• ASSIGNMENT: State how many lines of the entries hold the string "Parque", and output nothing but that count.

====

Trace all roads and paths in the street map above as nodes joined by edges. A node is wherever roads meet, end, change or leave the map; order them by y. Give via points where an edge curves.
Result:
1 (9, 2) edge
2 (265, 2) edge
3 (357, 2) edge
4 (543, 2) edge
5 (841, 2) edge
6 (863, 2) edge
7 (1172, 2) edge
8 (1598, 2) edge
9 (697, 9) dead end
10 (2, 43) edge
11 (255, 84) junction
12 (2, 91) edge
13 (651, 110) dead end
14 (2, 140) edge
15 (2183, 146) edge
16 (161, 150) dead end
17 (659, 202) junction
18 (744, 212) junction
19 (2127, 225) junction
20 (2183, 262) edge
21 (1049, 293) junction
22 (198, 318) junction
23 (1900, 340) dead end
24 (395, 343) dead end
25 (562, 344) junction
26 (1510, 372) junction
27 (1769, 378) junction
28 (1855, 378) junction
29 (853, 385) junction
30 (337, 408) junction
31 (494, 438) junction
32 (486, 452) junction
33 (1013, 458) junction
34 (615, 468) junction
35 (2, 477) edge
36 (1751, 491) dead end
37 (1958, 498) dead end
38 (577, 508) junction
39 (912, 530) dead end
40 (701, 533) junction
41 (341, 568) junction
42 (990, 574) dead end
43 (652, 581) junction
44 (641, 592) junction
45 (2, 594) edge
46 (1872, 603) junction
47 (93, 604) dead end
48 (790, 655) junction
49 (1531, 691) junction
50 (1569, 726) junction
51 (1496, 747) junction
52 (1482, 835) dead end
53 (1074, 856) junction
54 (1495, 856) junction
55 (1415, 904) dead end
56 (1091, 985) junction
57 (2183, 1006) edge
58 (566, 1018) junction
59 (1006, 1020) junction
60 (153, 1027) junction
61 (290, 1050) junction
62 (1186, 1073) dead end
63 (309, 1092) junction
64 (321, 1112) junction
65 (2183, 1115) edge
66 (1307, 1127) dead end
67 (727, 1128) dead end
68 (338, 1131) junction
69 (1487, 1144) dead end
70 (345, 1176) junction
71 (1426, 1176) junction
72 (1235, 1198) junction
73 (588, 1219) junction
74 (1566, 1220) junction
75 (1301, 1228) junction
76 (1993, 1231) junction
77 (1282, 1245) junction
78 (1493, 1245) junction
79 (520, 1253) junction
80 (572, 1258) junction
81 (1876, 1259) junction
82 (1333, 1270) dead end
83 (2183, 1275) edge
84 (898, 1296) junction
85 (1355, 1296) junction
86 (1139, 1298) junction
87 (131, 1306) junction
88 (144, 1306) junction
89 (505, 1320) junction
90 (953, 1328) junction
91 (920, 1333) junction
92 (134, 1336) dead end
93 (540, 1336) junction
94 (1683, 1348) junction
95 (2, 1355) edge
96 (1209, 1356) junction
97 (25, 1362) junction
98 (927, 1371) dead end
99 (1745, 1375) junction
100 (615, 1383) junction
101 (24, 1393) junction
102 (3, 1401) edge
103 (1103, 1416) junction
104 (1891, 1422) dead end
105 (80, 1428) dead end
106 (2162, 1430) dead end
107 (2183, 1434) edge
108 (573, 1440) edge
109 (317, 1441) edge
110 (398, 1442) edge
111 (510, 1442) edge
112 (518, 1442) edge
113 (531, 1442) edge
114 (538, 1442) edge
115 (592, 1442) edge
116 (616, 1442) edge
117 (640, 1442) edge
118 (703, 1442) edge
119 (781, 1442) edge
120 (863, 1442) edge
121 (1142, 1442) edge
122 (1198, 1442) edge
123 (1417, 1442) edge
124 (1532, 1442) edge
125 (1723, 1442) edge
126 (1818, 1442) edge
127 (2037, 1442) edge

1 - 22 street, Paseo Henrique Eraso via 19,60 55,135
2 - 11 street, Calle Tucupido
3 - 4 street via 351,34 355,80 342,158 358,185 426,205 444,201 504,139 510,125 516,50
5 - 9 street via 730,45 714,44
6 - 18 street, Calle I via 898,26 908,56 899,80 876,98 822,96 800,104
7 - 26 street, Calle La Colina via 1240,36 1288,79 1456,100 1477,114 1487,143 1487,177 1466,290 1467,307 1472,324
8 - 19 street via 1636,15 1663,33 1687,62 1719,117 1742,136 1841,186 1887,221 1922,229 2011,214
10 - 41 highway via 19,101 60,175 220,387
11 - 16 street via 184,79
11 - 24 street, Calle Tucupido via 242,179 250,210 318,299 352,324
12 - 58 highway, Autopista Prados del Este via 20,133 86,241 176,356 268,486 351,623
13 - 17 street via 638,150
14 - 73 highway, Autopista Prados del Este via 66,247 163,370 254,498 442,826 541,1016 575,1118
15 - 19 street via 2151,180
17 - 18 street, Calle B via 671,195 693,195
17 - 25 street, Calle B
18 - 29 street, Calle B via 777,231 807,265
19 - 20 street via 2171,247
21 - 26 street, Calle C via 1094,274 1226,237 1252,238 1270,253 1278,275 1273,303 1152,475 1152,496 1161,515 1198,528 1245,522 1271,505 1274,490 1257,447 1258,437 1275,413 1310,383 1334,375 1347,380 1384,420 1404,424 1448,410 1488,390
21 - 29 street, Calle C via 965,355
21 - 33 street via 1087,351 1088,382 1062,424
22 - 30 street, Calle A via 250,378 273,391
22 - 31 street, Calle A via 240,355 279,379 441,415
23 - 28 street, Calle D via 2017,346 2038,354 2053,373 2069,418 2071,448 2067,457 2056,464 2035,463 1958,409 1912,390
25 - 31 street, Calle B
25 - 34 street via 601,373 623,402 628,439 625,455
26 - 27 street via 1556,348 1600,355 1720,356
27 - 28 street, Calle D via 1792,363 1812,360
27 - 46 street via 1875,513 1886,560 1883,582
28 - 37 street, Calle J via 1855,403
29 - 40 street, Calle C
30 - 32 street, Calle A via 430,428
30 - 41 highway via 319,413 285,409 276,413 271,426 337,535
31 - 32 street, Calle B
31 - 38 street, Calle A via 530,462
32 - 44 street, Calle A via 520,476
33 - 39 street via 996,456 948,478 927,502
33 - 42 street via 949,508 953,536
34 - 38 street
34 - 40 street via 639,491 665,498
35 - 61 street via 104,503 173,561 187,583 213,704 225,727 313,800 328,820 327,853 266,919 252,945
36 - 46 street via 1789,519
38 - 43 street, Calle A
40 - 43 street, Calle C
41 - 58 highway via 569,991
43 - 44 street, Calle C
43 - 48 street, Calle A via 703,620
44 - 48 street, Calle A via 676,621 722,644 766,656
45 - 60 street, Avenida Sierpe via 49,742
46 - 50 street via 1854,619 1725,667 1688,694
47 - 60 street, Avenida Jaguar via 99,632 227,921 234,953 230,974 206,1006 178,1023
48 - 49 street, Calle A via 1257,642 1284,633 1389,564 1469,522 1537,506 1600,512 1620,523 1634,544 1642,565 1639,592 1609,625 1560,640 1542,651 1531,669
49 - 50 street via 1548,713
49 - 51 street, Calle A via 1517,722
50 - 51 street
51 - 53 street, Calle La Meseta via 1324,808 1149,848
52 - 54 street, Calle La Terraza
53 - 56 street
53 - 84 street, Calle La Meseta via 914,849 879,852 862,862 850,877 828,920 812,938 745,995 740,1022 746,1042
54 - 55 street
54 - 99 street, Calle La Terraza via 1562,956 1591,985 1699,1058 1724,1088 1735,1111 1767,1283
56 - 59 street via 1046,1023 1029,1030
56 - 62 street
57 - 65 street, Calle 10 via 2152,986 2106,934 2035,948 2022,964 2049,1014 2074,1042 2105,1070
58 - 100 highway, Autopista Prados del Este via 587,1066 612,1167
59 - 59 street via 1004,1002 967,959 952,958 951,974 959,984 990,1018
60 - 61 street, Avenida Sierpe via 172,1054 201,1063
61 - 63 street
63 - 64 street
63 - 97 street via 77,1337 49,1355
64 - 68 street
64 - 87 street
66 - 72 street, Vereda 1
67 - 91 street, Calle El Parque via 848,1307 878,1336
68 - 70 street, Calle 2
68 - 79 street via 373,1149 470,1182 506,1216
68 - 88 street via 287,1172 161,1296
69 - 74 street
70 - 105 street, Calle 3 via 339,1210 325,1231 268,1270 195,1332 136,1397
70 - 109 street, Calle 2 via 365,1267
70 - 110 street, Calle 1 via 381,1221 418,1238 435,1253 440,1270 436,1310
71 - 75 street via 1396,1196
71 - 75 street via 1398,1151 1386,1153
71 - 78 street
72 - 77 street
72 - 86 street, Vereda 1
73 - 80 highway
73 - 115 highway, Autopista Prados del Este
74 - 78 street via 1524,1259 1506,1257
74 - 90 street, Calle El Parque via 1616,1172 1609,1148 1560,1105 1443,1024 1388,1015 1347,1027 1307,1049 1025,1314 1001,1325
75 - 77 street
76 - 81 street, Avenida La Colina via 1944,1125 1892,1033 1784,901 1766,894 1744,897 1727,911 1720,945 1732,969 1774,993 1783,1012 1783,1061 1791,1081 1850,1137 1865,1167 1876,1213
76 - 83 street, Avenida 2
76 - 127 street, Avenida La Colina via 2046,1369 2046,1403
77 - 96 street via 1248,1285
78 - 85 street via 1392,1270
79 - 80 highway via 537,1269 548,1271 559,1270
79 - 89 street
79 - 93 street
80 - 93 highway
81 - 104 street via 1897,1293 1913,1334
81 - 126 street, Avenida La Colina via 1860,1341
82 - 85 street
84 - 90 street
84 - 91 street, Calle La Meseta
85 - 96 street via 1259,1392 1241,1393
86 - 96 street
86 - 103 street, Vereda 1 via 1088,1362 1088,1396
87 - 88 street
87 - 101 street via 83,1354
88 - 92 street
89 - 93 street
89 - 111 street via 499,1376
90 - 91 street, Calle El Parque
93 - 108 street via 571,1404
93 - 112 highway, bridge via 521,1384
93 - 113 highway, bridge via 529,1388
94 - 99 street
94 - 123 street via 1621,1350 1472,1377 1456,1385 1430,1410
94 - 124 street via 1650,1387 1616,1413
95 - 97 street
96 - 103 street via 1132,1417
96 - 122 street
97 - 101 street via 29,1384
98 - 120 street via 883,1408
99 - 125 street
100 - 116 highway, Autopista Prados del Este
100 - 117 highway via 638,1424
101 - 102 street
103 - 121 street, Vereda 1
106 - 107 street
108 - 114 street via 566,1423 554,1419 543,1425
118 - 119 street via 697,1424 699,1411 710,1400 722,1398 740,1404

====

• ANSWER SECTION: 3